EXERCISE DIRECTIONS -
Locate and copy each line in the data that contains the word "Parkway".

(Collected data entries)

- - - - -

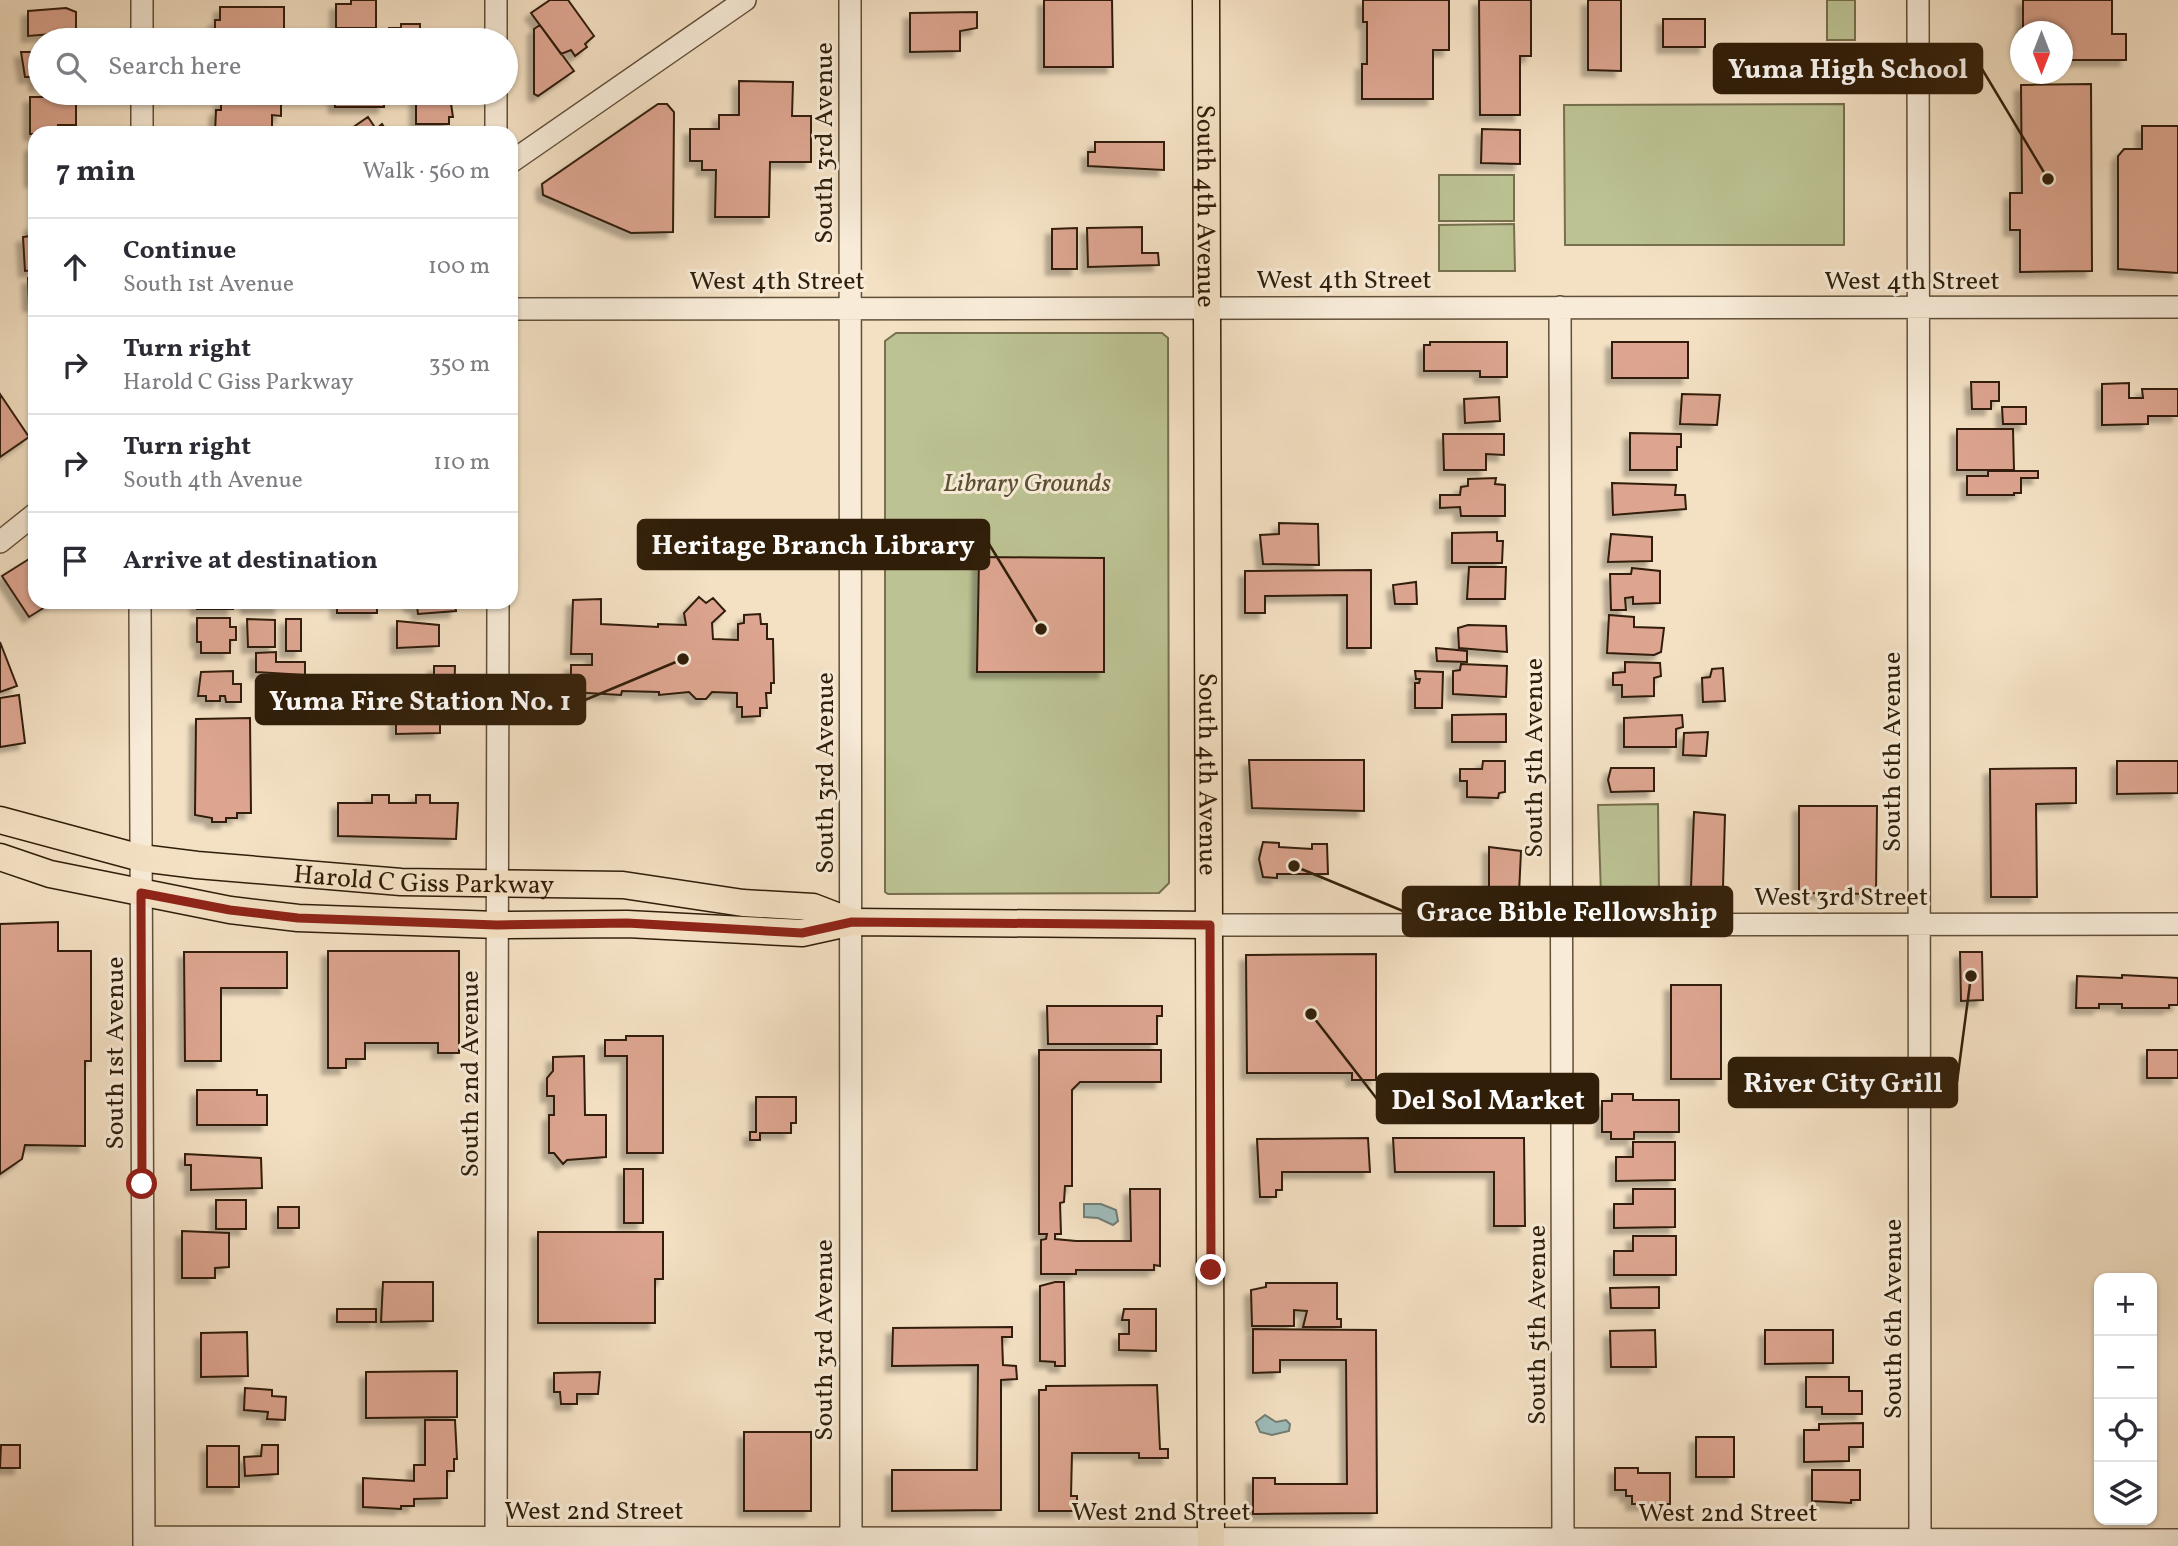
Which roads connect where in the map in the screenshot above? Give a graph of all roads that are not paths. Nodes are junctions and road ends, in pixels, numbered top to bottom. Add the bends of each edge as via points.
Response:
1 (142, 0) edge
2 (496, 0) edge
3 (745, 0) edge
4 (850, 0) edge
5 (1206, 0) edge
6 (1918, 0) edge
7 (142, 28) edge
8 (496, 28) edge
9 (142, 105) edge
10 (496, 105) edge
11 (142, 126) edge
12 (496, 126) edge
13 (518, 157) edge
14 (852, 307) junction
15 (1207, 307) junction
16 (1560, 307) junction
17 (2178, 307) edge
18 (518, 309) edge
19 (1919, 309) junction
20 (28, 520) edge
21 (0, 542) edge
22 (140, 609) edge
23 (498, 609) edge
24 (0, 820) edge
25 (0, 858) edge
26 (141, 858) junction
27 (497, 886) junction
28 (141, 893) junction
29 (852, 922) junction
30 (1919, 924) junction
31 (2178, 924) edge
32 (497, 925) junction
33 (1210, 925) junction
34 (1562, 925) junction
35 (144, 1541) edge
36 (2178, 1541) edge
37 (496, 1542) edge
38 (851, 1542) edge
39 (1211, 1542) edge
40 (1563, 1543) edge
41 (1920, 1543) edge

1 - 7 street
2 - 8 street
3 - 13 street
4 - 14 street, South 3rd Avenue
5 - 15 main road, South 4th Avenue
6 - 19 street, South 6th Avenue
9 - 11 street
10 - 12 street
14 - 15 street, West 4th Street
14 - 18 street, West 4th Street
14 - 29 street, South 3rd Avenue
15 - 16 street, West 4th Street
15 - 33 main road, South 4th Avenue
16 - 19 street, West 4th Street
16 - 34 street, South 5th Avenue
17 - 19 street, West 4th Street
19 - 30 street, South 6th Avenue
20 - 21 street
22 - 26 street, South 1st Avenue
23 - 27 street, South 2nd Avenue
24 - 26 main road, Harold C Giss Parkway
25 - 28 main road, Harold C Giss Parkway
26 - 27 main road, Harold C Giss Parkway via 288,875
26 - 28 street, South 1st Avenue
27 - 29 main road, Harold C Giss Parkway via 623,885 743,904 813,907
27 - 32 street, South 2nd Avenue
28 - 32 main road, Harold C Giss Parkway via 298,918
28 - 35 street, South 1st Avenue
29 - 32 main road, Harold C Giss Parkway via 802,933 627,923
29 - 33 main road, Harold C Giss Parkway
29 - 38 street, South 3rd Avenue
30 - 31 street, West 3rd Street
30 - 34 street, West 3rd Street
30 - 41 street, South 6th Avenue
32 - 37 street, South 2nd Avenue
33 - 34 street, West 3rd Street
33 - 39 main road, South 4th Avenue
34 - 40 street, South 5th Avenue
35 - 37 street, West 2nd Street
36 - 41 street, West 2nd Street
37 - 38 street, West 2nd Street
38 - 39 street, West 2nd Street
39 - 40 street, West 2nd Street
40 - 41 street, West 2nd Street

- - - - -

REPLY TO THE EXERCISE -
24 - 26 main road, Harold C Giss Parkway
25 - 28 main road, Harold C Giss Parkway
26 - 27 main road, Harold C Giss Parkway via 288,875
27 - 29 main road, Harold C Giss Parkway via 623,885 743,904 813,907
28 - 32 main road, Harold C Giss Parkway via 298,918
29 - 32 main road, Harold C Giss Parkway via 802,933 627,923
29 - 33 main road, Harold C Giss Parkway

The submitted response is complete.